The first thing we’re likely to learn from looking at all of these works is that Homer was not the man we thought he was. Even though The Veteran in a New Field (Fig. 2), and Snap the Whip, 1872, portray Americans at their labors and their leisure, Homer never partook of his subjects’ energy or spirit of play, nor did he observe them with much sympathy or, for that matter, antipathy. In general, we Americans expect our cultural figures to exuberate, as Whitman and Twain did, each in his own way. A century later, Pollock and Rauschenberg exuberated as well, and it is that exuberance that makes them seem, for all their vanguardism, essentially American in ways in which Ad Reinhardt and Jasper Johns do not. For all the robustness of his outdoor scenes, Homer had the soul of a Scandinavian artist—someone like Vilhelm Hammershøi—living a cloistered life of radical interiority, moving amid the shadows and muffled silence of little rooms. A shy man who never married and had few friends, he seems never to have let anyone in, and, more importantly, never to have let himself out. When William Howe Downes inquired about writing his biography, Homer’s reply was swift and inexorable: “It would probably kill me to have such [a] thing appear. . . . The most interesting part of my life is of no concern to the public.”

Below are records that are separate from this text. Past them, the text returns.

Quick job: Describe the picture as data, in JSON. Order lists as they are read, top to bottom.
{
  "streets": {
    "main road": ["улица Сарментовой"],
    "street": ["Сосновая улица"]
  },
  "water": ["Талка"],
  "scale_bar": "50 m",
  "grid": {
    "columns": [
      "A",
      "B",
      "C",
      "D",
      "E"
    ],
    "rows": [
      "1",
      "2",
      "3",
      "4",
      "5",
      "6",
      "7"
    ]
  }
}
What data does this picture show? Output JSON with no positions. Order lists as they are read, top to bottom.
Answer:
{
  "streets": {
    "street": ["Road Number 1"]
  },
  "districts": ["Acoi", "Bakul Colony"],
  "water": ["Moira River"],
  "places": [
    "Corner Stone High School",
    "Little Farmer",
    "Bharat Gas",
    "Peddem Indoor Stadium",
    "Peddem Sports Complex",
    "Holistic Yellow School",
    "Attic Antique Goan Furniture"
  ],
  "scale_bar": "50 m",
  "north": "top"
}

And while Homer traveled an impressive amount— to France in the 1860s, to England and the Bahamas in the 1880s—he never became, like Tennyson’s Ulysses, “a part of all that I have met.” Had he simply stayed home, he would not have acquired the hard visual data that, as a committed realist, he needed, but in purely affective terms it would have made little difference. Arriving in Paris at one of the watershed moments in the history of art, he does not appear to have interacted with any of the locals, let alone to have experienced, along with his fellow expatriates, anything of the legendary vie de boheme that famously flourished in those years. As one historian put it, “What he thought of all that he saw there he never shared with anybody.”
It takes a practiced eye, perhaps, to perceive that radical restraint in the context of the images—some of them icons of American art—that fill the galleries at the Met. But it is there, in varying forms, from the beginning of Homer’s career to the very end. Born in Boston into a fairly well-to-do family, he grew up in nearby Cambridge and soon after graduating from high school he found gainful employment as an illustrator for Harper’s Weekly and Ballou’s Pictorial. In 1859, at the age of twenty-three, he moved to New York, where he took a few courses at the National Academy of Design. But it was only during the Civil War, after Harper’s had sent him to the front lines as an illustrator, that Homer came into his own as a serious painter. Sharpshooter (Fig. 3), one of his most famous works, depicts a Union soldier sitting in a tree, his rifle trained on some distant and unseen target. So neutral is the treatment that one is surprised to read Homer’s assessment of the depicted action as being “as near to murder as anything I ever could think of in connection with the army.”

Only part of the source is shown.